In daily life, it is so easy to feel as if one is simply a number, rather than an individual. At the bank, one needs to supply an account number and a driver’s license number for each transaction. In calling a business or government agency or service provider, the recording first asks for an account number. At the post office, at the license bureau or at some counters in the supermarket, the first thing one does is take a number by which one will be called for service. Eventually, each of these may get around to inquiring about one’s name.
The second interesting lesson is from the verb “to lift.” When walking among a large crowd of people, one often lowers one’s head and pushes through without being too conspicuous or getting too personal with others. People who are depressed often lower their heads indicating that they are feeling low. To lift the head of each individual in a group is to indicate that each one is valued, each of one is important, each one is an individual and not merely a number.
The lesson of this census and of the use of the idiom “to lift the head” is a valuable one for us to remember. The tone of our world today is to classify people into groups, usually in opposition to our own group, and to forget that individuals with their own talents, gifts, goals, values and issues make up those groups.

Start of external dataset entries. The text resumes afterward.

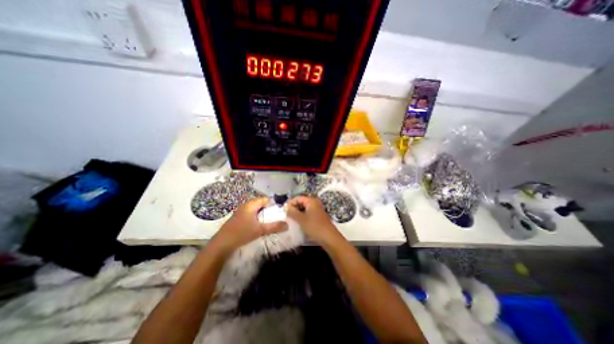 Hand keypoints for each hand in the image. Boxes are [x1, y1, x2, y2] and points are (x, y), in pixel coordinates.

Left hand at [210, 197, 288, 255]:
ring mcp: (240, 212)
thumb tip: (287, 225)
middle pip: (260, 204)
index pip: (265, 199)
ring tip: (269, 221)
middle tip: (276, 216)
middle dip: (268, 209)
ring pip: (255, 209)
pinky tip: (258, 225)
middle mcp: (245, 205)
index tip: (280, 211)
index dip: (273, 203)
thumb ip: (274, 227)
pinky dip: (256, 217)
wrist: (221, 245)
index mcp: (251, 204)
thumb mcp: (260, 230)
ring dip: (262, 214)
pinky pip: (250, 214)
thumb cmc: (241, 233)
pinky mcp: (238, 218)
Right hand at [288, 196, 339, 244]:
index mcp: (311, 201)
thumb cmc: (315, 227)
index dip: (290, 203)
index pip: (298, 198)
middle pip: (301, 202)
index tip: (284, 211)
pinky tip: (299, 223)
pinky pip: (308, 213)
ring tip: (291, 220)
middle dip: (293, 208)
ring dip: (297, 213)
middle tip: (287, 216)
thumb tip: (286, 207)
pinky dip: (302, 216)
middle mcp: (315, 203)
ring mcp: (317, 210)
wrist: (329, 238)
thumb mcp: (301, 219)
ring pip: (304, 208)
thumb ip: (292, 212)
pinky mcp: (318, 216) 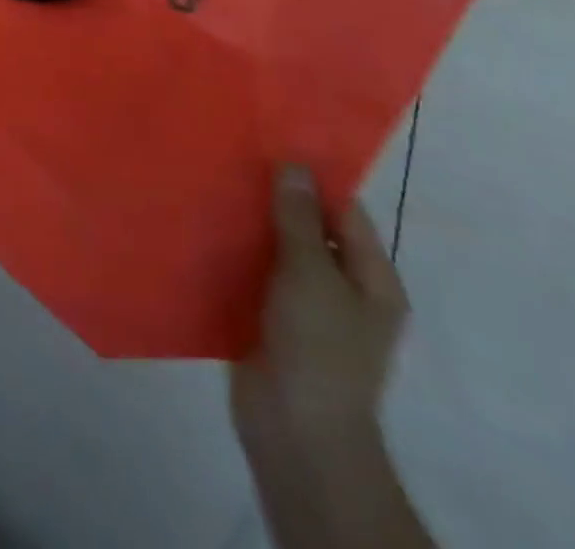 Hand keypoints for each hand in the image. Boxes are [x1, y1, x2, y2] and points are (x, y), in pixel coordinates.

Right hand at [232, 165, 407, 460]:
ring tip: (211, 182)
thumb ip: (300, 219)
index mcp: (372, 280)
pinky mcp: (270, 321)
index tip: (272, 142)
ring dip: (250, 224)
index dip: (312, 178)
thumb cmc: (318, 348)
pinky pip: (254, 274)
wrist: (295, 431)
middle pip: (310, 229)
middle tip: (232, 156)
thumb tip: (294, 165)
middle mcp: (343, 290)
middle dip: (275, 198)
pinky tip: (202, 227)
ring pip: (277, 250)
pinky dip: (234, 253)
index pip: (346, 212)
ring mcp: (305, 308)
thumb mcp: (311, 273)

It is tempting to count heads rather than to lift them up. We live in a time when people are valued or devalued based on religion, ethnicity, race, country of origin, political party, economic status, or any other of a number of means by which we depersonalize others and devalue them. Parshat Naso instructs us “to lift the head of” members of any group, to see their value, to recognize their individuality, to affirm their worth.
People are not to be merely counted; they count!
Shabbat Shalom!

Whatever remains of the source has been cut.